Good advice - cheers.
Ordinarlily I use a desktop PC, so I remeber on one occasion a long time ago sitting moving the mouse slightly every few moments during a preach to avoid the laptop falling asleep on me. It kept me awake - as did the preacher I am happy to say
There seems to be quite a few users who are encountering difficulties with specific hardware problems and compatibility issues, which are at present beyond the time and scope of the Zionworx development team remit, on the grounds of shear quantity and time required to resolve them.
A good few of them have a similar effect (regardless of cause) of throwing images onto the projector which are embarrassing to the operator during his/her performance.
One solution would be a separate application tool (possibly shipping with Zionworx) which is installed to run on windows startup as an invisible application. The program would simply provide a hot-key (perhaps a function key or user definable) to the user which would place a test card of the user's choice (default black) on all windows monitors. This would provide the user with a rapid solution if anything where to go amiss during a show, giving them opportunity to turn off the projector or disconnect the PC before attempting to remedy the fault. It would be similar to the concept of the "We apologize for the disruption to your service notice.." that occasionally is activated by the transmission controller when broadcast television goes AWOL.
A more sophisticated version would give the user the choice of having an mpeg animation on standby. And more importantly would automatically detect when there was a problem with screens or Zionworx.
Before such software could be written, a short term solution might be this: Since most of these embarrassments occur on the Primary monitor - hide everything including the desktop full of icons etc. using the blank screensaver.

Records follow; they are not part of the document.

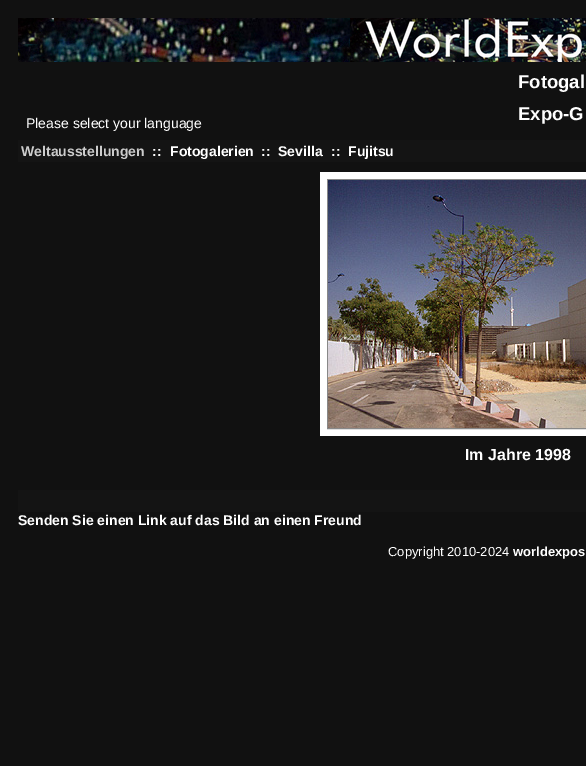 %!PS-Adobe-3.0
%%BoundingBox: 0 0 586 766
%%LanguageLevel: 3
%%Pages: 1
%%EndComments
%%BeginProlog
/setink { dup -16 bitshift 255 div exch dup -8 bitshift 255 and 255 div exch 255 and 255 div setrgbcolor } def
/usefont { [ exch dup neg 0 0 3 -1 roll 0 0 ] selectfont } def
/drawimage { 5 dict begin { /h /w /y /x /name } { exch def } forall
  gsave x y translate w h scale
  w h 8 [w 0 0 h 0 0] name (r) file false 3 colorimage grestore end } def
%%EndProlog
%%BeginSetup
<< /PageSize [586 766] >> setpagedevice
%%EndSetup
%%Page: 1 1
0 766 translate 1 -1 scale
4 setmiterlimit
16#111111 setink
0 0 586 766 rectfill
(img1.raw) 18 18 568 44 drawimage
/LiberationSans-Regular 14 usefont
16#FFFFFF setink
26 128 moveto (Please select your language) show
/LiberationSans-Bold 18.5 usefont
518 88 moveto (Fotogal) show
518 120 moveto (Expo-G) show
16#141414 setink
18 140 568 22 rectfill
/LiberationSans-Bold 14 usefont
16#CCCCCC setink
21 156 moveto (Weltausstellungen) show
16#FFFFFF setink
[
    [(::) 152 156]
    [(Fotogalerien) 170 156]
    [(::) 261 156]
    [(Sevilla) 278 156]
    [(::) 331 156]
    [(Fujitsu) 348 156]
] { aload pop moveto show } forall
320 172 266 264 rectfill
16#888888 setink
327.5 179.5 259 249 rectstroke
(img2.raw) 328 180 258 248 drawimage
/LiberationSans-Bold 16 usefont
16#FFFFFF setink
465 460 moveto (Im Jahre 1998) show
16#141414 setink
18 490 568 22 rectfill
/LiberationSans-Bold 14 usefont
16#FFFFFF setink
18 525 moveto (Senden Sie einen Link auf das Bild an einen Freund) show
/LiberationSans-Regular 13 usefont
388 556 moveto (Copyright 2010-2024) show
/LiberationSans-Bold 13 usefont
513 556 moveto (worldexpos) show
showpage
%%EOF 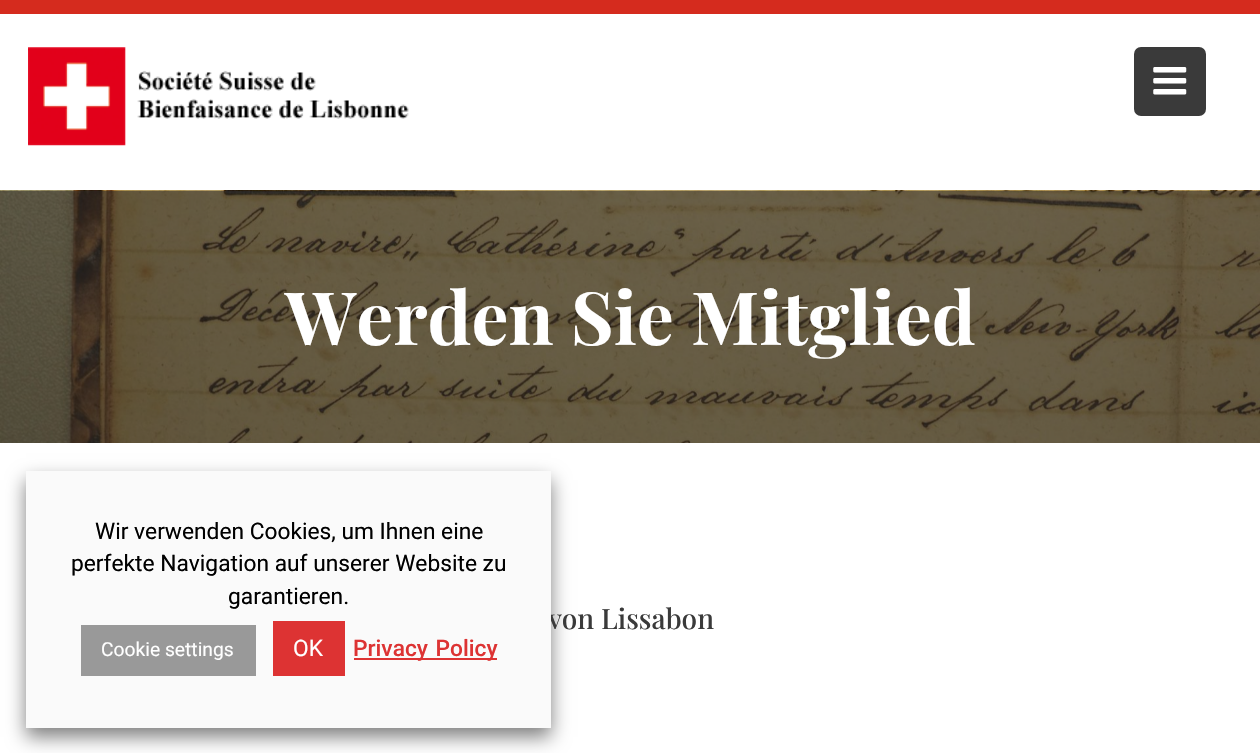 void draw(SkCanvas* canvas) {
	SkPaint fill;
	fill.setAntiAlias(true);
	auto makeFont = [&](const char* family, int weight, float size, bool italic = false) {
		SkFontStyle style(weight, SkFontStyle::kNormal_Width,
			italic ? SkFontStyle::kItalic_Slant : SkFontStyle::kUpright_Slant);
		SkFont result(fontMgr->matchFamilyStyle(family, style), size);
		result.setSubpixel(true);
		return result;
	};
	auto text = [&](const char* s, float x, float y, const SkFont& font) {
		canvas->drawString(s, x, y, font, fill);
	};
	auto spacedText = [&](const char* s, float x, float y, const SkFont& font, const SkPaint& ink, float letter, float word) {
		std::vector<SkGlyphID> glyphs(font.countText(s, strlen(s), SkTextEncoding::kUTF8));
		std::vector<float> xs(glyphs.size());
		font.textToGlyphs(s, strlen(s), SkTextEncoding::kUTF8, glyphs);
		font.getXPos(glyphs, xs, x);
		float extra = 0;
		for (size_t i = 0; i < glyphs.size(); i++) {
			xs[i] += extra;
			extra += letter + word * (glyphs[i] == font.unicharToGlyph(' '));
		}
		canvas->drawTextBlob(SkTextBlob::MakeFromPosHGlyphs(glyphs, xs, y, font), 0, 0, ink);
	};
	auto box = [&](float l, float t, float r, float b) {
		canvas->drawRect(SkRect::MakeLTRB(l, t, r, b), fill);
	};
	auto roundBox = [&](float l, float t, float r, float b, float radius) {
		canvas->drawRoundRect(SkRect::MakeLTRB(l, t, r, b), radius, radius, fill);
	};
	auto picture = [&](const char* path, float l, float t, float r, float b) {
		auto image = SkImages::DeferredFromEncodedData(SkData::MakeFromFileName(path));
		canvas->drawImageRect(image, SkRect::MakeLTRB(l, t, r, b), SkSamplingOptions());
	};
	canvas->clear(0xFFFFFFFF);
	fill.setColor(0xFFD52B1E);
	box(0, 0, 1260, 14);
	picture("image0.png", 28, 47, 409, 146);
	fill.setColor(0xFF3A3A3A);
	roundBox(1134, 47, 1206, 116, 7);
	picture("image1.png", 1153, 67, 1187, 95);
	picture("image2.png", 0, 190, 1260, 443);
	fill.setColor(0x80000000);
	fill.setMaskFilter(SkMaskFilter::MakeBlur(kNormal_SkBlurStyle, 9));
	canvas->drawRect(SkRect::MakeLTRB(26, 480, 551, 737), fill);
	fill.setMaskFilter(nullptr);
	auto font1 = makeFont("Playfair Display", 700, 73.5f);
	fill.setColor(0xFFFFFFFF);
	text("Werden Sie Mitglied", 285, 345, font1);
	auto font2 = makeFont("Playfair Display", 500, 28);
	fill.setColor(0xFF3A3A3A);
	text("von Lissabon", 548, 629, font2);
	fill.setColor(0xFFFAFAFA);
	box(26, 471, 551, 728);
	auto font3 = makeFont("Roboto", 400, 22.75f);
	fill.setColor(0xFF000000);
	text("Wir verwenden Cookies, um Ihnen eine", 95, 539, font3);
	text("perfekte Navigation auf unserer Website zu", 71, 571, font3);
	text("garantieren.", 228, 604, font3);
	fill.setColor(0xFF999999);
	box(81, 625, 256, 676);
	auto font4 = makeFont("Roboto", 400, 19.25f);
	fill.setColor(0xFFFFFFFF);
	text("Cookie settings", 101, 656, font4);
	fill.setColor(0xFFDD3333);
	box(273, 621, 345, 676);
	fill.setColor(0xFFFFFFFF);
	text("OK", 293, 656, font3);
	fill.setColor(0xFFDD3333);
	box(354, 658, 497, 660);
	auto font5 = makeFont("Roboto", 500, 22.75f);
	spacedText("Privacy Policy", 353, 656, font5, fill, 0, 2);
} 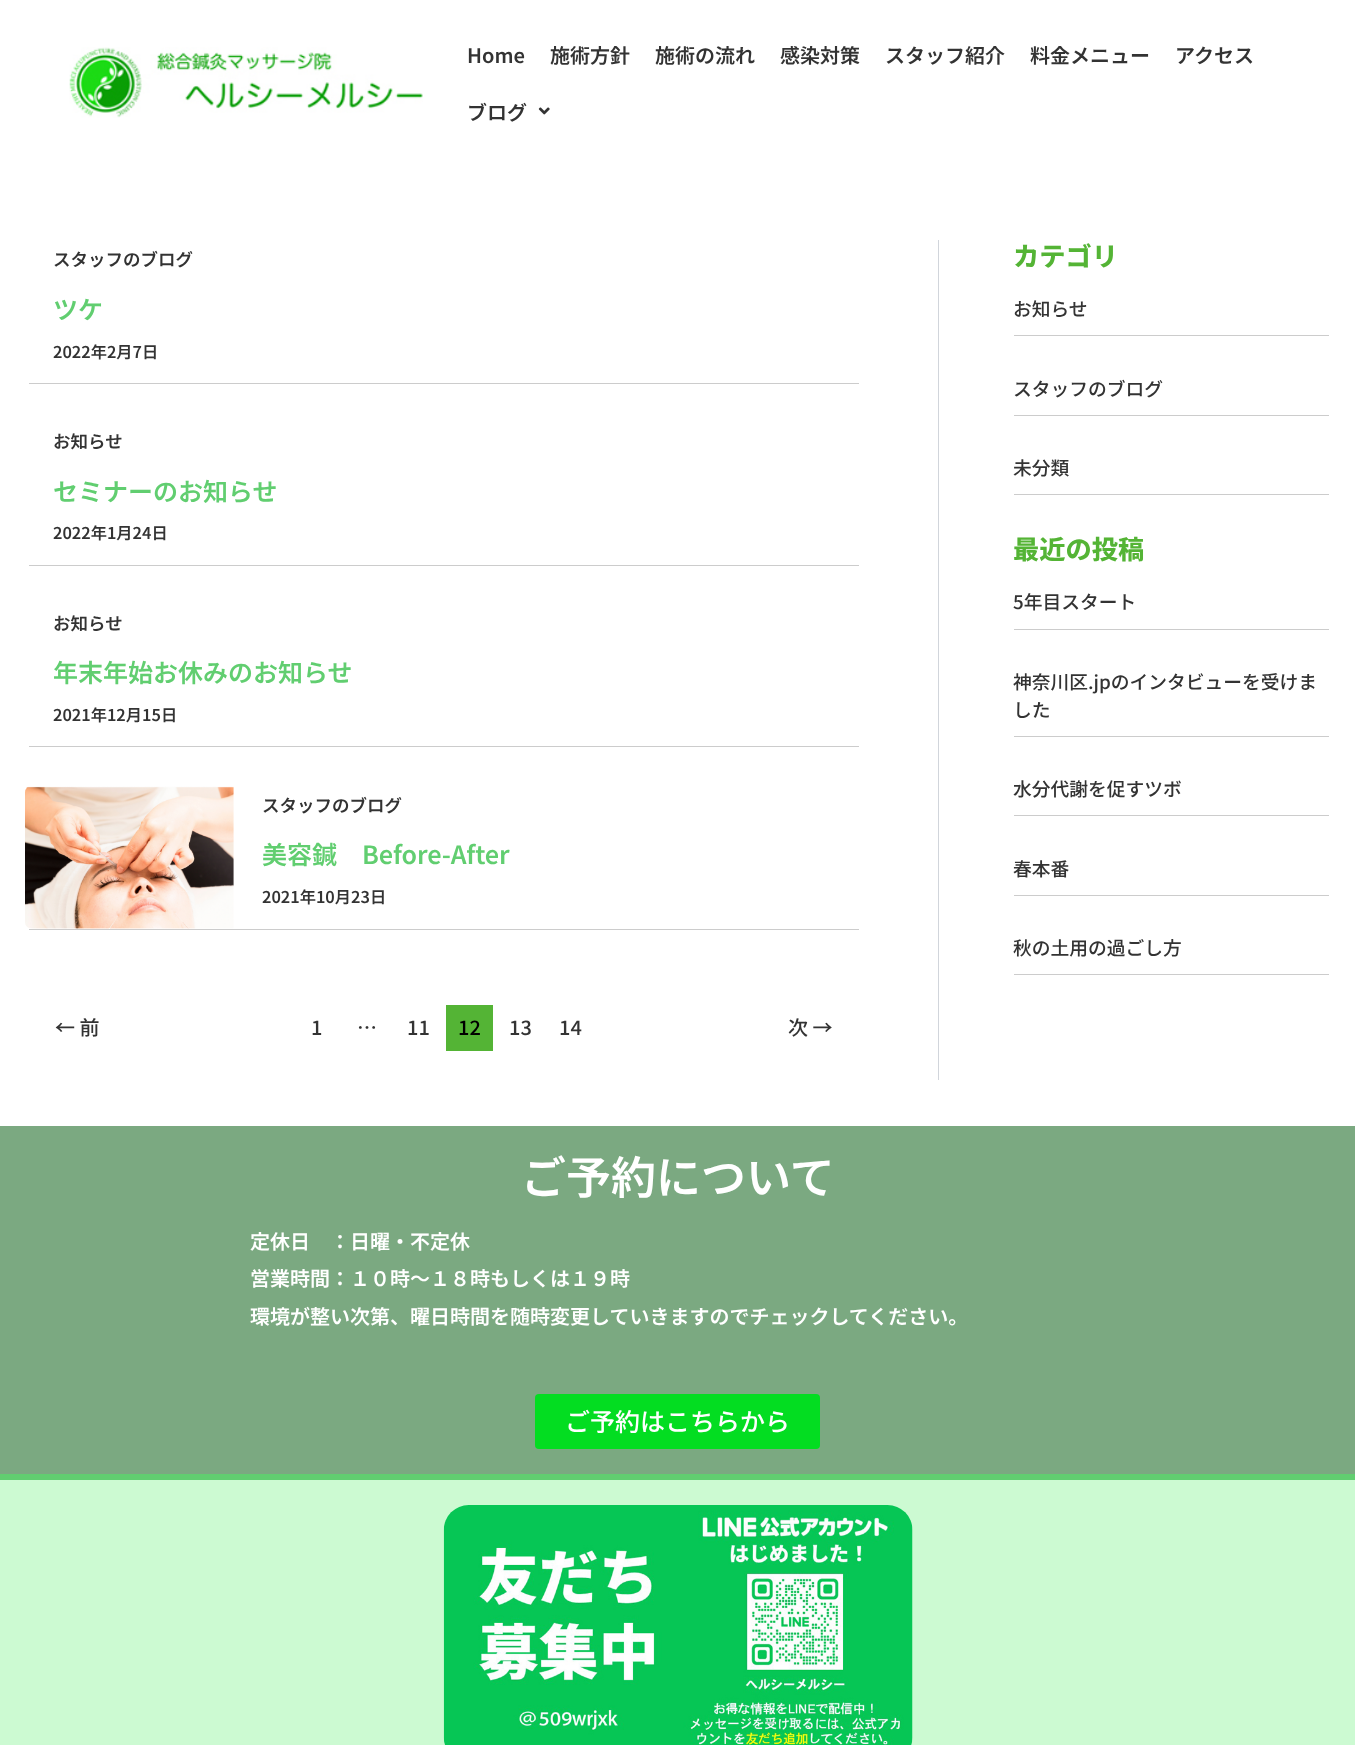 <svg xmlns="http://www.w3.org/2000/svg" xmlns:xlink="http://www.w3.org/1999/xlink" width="1355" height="1745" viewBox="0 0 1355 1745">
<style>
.cls-1{font:600 20px Noto Sans JP;fill:#333333}
.cls-2{font:600 17.5px Noto Sans JP;fill:#333333}
.cls-3{font:600 25px Noto Sans JP;fill:#61ce70}
.cls-4{font:600 16.25px Noto Sans JP;fill:#333333}
.cls-5{font:500 20px Noto Sans JP;fill:#333333}
.cls-6{font:500 20px Noto Sans JP;fill:#000000}
.cls-7{font:800 26.25px Noto Sans JP;fill:#54b435}
.cls-8{font:500 18.75px Noto Sans JP;fill:#333333}
.cls-9{font:600 45px Noto Sans JP;fill:#ffffff}
.cls-10{font:600 20px Noto Sans JP;fill:#ffffff}
.cls-11{font:500 25px Noto Sans JP;fill:#ffffff}
</style>
<rect width="100%" height="100%" fill="#ffffff"/>
<image xlink:href="image0.png" x="69" y="47" width="354" height="71"/>
<image xlink:href="image1.png" x="538" y="107" width="12" height="8"/>
<rect fill="#cccccc" x="29" y="383" width="830" height="1"/>
<rect fill="#cccccc" x="29" y="565" width="830" height="1"/>
<rect fill="#cccccc" x="29" y="746" width="830" height="1"/>
<rect fill="#cccccc" x="29" y="929" width="830" height="1"/>
<image xlink:href="image2.png" x="25" y="786" width="209" height="143"/>
<rect fill="#54b435" x="446" y="1005" width="47" height="46"/>
<rect fill="#d1d5db" x="938" y="240" width="1" height="840"/>
<rect fill="#cccccc" x="1014" y="335" width="315" height="1"/>
<rect fill="#cccccc" x="1014" y="415" width="315" height="1"/>
<rect fill="#cccccc" x="1014" y="494" width="315" height="1"/>
<rect fill="#cccccc" x="1014" y="629" width="315" height="1"/>
<rect fill="#cccccc" x="1014" y="736" width="315" height="1"/>
<rect fill="#cccccc" x="1014" y="815" width="315" height="1"/>
<rect fill="#cccccc" x="1014" y="895" width="315" height="1"/>
<rect fill="#cccccc" x="1014" y="974" width="315" height="1"/>
<rect fill="#7ba981" x="0" y="1126" width="1355" height="348"/>
<rect fill="#61ce70" x="0" y="1474" width="1355" height="6"/>
<rect fill="#03dd21" x="535" y="1394" width="285" height="55" rx="4"/>
<rect fill="#ccfad2" x="0" y="1480" width="1355" height="265"/>
<image xlink:href="image3.png" x="443" y="1505" width="470" height="240"/>
<text class="cls-1" x="467" y="63">Home</text>
<text class="cls-1" x="550" y="63">施術方針</text>
<text class="cls-1" x="655" y="63">施術の流れ</text>
<text class="cls-1" x="780" y="63">感染対策</text>
<text class="cls-1" x="885" y="63">スタッフ紹介</text>
<text class="cls-1" x="1030" y="63">料金メニュー</text>
<text class="cls-1" x="1175" y="63">アクセス</text>
<text class="cls-1" x="467" y="120">ブログ</text>
<text class="cls-2" x="53" y="266">スタッフのブログ</text>
<text class="cls-3" x="53" y="319">ツケ</text>
<text class="cls-4" x="53" y="358">2022年2月7日</text>
<text class="cls-2" x="53" y="448">お知らせ</text>
<text class="cls-3" x="53" y="501">セミナーのお知らせ</text>
<text class="cls-4" x="53" y="539">2022年1月24日</text>
<text class="cls-2" x="53" y="630">お知らせ</text>
<text class="cls-3" x="53" y="682">年末年始お休みのお知らせ</text>
<text class="cls-4" x="53" y="721">2021年12月15日</text>
<text class="cls-2" x="262" y="812">スタッフのブログ</text>
<text class="cls-3" x="262" y="864">美容鍼　Before-After</text>
<text class="cls-4" x="262" y="903">2021年10月23日</text>
<text class="cls-5" x="55" y="1035">← 前</text>
<text class="cls-5" x="311" y="1035">1</text>
<text class="cls-5" x="357" y="1035">…</text>
<text class="cls-5" x="407" y="1035">11</text>
<text class="cls-6" x="458" y="1035">12</text>
<text class="cls-5" x="509" y="1035">13</text>
<text class="cls-5" x="559" y="1035">14</text>
<text class="cls-5" x="788" y="1035">次 →</text>
<text class="cls-7" x="1013" y="266">カテゴリ</text>
<text class="cls-8" x="1013" y="316">お知らせ</text>
<text class="cls-8" x="1013" y="396">スタッフのブログ</text>
<text class="cls-8" x="1013" y="475">未分類</text>
<text class="cls-7" x="1013" y="559">最近の投稿</text>
<text class="cls-8" x="1013" y="609">5年目スタート</text>
<text class="cls-8"><tspan x="1013" y="689">神奈川区.jpのインタビューを受けま</tspan><tspan x="1013" y="717">した</tspan></text>
<text class="cls-8" x="1013" y="796">水分代謝を促すツボ</text>
<text class="cls-8" x="1013" y="876">春本番</text>
<text class="cls-8" x="1013" y="955">秋の土用の過ごし方</text>
<text class="cls-9" x="521" y="1194">ご予約について</text>
<text class="cls-10"><tspan x="250" y="1249">定休日　：日曜・不定休</tspan><tspan x="250" y="1286">営業時間：１０時～１８時もしくは１９時</tspan><tspan x="250" y="1324">環境が整い次第、曜日時間を随時変更していきますのでチェックしてください。</tspan></text>
<text class="cls-11" x="565" y="1431">ご予約はこちらから</text>
</svg>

To get this to work in XP:
Right click the desktop, select, new, shortcut
Click browse
Navigate to the windows\system32 folder and select the scrnsave.scr file
Type in a name (e.g. screen blanker) and click finish
Right click the shortcut you have just created
Choose properties
Click your mouse in the shortcut-key box and press the shortcut key of your choice (make sure to use a key not trapped by any of your other software or windows). Your selection should appear in the Box e.g. "F8"
Click ok and test your screen blanker by hitting the hotkey.
This procedure may work in 98 although I have not tested it. If not then you will need to make a copy of scrnsave.scr rename it to scrnsave.exe create a shortcut to it and include the /s switch in the shortcut command line. If you fail to do this to the exe file you will simply get a "This screensaver has no options that you can set" message box (If you havenÂ?t already deduced, Screensavers are renamed executables that run in settings mode if no switch or the /c switch is given).
The only drawback with this short-term solution is that it will disappear if your mouse is moved or another key is pressed (since that's what screen savers are for). I might consider hacking the previously discussed program together if there is enough interest. Or maybe one of you guys may beat me to it.
Any thoughts or comments are very welcome.